» PROVIDED MATERIAL:
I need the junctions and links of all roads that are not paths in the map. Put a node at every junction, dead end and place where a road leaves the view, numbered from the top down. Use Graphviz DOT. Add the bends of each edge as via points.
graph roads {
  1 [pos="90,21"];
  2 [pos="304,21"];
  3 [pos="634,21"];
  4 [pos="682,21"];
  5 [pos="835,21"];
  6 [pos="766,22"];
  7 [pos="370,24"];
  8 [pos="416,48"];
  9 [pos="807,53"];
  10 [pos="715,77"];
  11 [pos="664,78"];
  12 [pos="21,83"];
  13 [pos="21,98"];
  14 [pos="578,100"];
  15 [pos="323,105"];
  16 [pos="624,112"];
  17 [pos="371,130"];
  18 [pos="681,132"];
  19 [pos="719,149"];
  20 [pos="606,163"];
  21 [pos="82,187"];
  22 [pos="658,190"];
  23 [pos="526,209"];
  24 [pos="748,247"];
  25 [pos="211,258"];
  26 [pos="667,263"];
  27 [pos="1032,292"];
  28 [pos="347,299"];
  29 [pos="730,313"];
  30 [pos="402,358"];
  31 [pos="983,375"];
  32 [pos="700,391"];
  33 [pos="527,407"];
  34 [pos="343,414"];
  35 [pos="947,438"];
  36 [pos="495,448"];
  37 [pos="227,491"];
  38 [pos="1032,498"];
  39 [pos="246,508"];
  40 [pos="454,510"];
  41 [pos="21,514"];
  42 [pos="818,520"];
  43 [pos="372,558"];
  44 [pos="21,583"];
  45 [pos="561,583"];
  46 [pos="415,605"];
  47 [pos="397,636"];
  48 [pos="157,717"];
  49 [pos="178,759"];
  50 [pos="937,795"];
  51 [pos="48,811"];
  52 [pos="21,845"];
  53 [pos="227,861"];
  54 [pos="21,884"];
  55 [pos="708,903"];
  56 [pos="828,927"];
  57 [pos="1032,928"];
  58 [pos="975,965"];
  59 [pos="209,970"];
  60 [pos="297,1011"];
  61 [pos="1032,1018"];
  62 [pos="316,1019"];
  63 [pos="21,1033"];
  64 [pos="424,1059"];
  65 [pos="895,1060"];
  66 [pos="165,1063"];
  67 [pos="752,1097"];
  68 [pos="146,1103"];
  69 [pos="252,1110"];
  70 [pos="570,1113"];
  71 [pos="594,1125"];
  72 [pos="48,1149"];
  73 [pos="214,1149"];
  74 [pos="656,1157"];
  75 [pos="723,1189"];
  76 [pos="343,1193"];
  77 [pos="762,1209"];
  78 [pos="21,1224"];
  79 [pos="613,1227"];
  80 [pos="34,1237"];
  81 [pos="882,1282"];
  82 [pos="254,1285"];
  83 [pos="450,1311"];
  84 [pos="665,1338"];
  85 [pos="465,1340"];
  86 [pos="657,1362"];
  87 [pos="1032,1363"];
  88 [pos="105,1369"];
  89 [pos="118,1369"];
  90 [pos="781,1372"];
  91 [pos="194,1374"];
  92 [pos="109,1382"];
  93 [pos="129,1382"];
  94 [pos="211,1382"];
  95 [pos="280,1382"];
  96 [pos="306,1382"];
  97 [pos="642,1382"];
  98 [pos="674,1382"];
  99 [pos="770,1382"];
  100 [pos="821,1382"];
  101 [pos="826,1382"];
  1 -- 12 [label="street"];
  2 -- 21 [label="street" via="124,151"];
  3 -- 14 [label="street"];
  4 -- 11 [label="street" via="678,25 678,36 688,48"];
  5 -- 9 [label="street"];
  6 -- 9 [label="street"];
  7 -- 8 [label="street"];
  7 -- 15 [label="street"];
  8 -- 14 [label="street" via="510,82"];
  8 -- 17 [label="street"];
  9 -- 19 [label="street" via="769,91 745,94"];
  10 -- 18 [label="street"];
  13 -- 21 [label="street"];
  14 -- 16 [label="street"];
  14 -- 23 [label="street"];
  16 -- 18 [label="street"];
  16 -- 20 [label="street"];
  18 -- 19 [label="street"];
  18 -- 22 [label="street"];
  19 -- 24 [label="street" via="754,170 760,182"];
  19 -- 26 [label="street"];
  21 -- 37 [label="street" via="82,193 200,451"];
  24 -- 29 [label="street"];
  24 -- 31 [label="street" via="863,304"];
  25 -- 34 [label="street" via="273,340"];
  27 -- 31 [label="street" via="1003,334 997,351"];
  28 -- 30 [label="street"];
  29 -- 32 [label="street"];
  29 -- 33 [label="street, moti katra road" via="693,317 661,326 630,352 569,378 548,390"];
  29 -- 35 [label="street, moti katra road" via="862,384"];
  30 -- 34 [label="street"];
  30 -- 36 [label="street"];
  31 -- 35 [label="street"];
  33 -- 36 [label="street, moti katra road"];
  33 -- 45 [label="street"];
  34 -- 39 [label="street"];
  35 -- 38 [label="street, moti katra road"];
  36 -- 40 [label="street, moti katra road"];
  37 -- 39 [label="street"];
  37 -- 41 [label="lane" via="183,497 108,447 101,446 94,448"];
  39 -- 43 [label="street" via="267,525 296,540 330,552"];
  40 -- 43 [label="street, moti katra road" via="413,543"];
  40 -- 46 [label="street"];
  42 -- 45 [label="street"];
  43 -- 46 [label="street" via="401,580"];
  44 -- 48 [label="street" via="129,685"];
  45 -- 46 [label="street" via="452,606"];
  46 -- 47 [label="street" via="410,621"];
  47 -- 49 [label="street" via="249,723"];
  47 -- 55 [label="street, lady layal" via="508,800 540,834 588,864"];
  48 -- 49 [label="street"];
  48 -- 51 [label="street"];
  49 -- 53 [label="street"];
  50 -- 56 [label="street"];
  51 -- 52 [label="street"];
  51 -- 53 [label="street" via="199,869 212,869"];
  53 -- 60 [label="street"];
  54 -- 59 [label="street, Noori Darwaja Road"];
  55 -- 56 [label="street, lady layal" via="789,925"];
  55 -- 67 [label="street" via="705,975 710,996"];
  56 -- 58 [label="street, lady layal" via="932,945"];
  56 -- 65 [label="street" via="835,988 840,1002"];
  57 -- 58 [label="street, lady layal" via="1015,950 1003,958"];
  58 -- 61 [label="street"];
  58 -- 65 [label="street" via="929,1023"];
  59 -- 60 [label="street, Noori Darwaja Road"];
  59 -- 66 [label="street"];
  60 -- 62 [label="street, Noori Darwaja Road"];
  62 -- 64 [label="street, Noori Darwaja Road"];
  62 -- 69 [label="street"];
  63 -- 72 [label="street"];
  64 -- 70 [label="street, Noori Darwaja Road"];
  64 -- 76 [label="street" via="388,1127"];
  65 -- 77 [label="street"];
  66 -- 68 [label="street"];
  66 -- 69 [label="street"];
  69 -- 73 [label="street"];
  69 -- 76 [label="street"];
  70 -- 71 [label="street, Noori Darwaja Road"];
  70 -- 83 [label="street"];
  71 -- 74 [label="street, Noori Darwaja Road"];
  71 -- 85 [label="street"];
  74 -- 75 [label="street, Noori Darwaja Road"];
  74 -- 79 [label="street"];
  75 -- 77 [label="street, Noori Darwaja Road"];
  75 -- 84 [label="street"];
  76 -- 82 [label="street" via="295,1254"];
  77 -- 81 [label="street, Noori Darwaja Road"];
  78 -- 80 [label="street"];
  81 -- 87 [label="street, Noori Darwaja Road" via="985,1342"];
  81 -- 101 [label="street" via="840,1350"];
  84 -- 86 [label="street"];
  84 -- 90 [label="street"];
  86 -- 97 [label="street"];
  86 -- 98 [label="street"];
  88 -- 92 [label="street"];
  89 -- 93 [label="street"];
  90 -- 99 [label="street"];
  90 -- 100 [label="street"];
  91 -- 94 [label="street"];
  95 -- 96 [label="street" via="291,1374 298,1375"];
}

» AIM OF THE TASK:
Collect from the data above every line that includes "katra".

» RESPONSE AREA:
  29 -- 33 [label="street, moti katra road" via="693,317 661,326 630,352 569,378 548,390"];
  29 -- 35 [label="street, moti katra road" via="862,384"];
  33 -- 36 [label="street, moti katra road"];
  35 -- 38 [label="street, moti katra road"];
  36 -- 40 [label="street, moti katra road"];
  40 -- 43 [label="street, moti katra road" via="413,543"];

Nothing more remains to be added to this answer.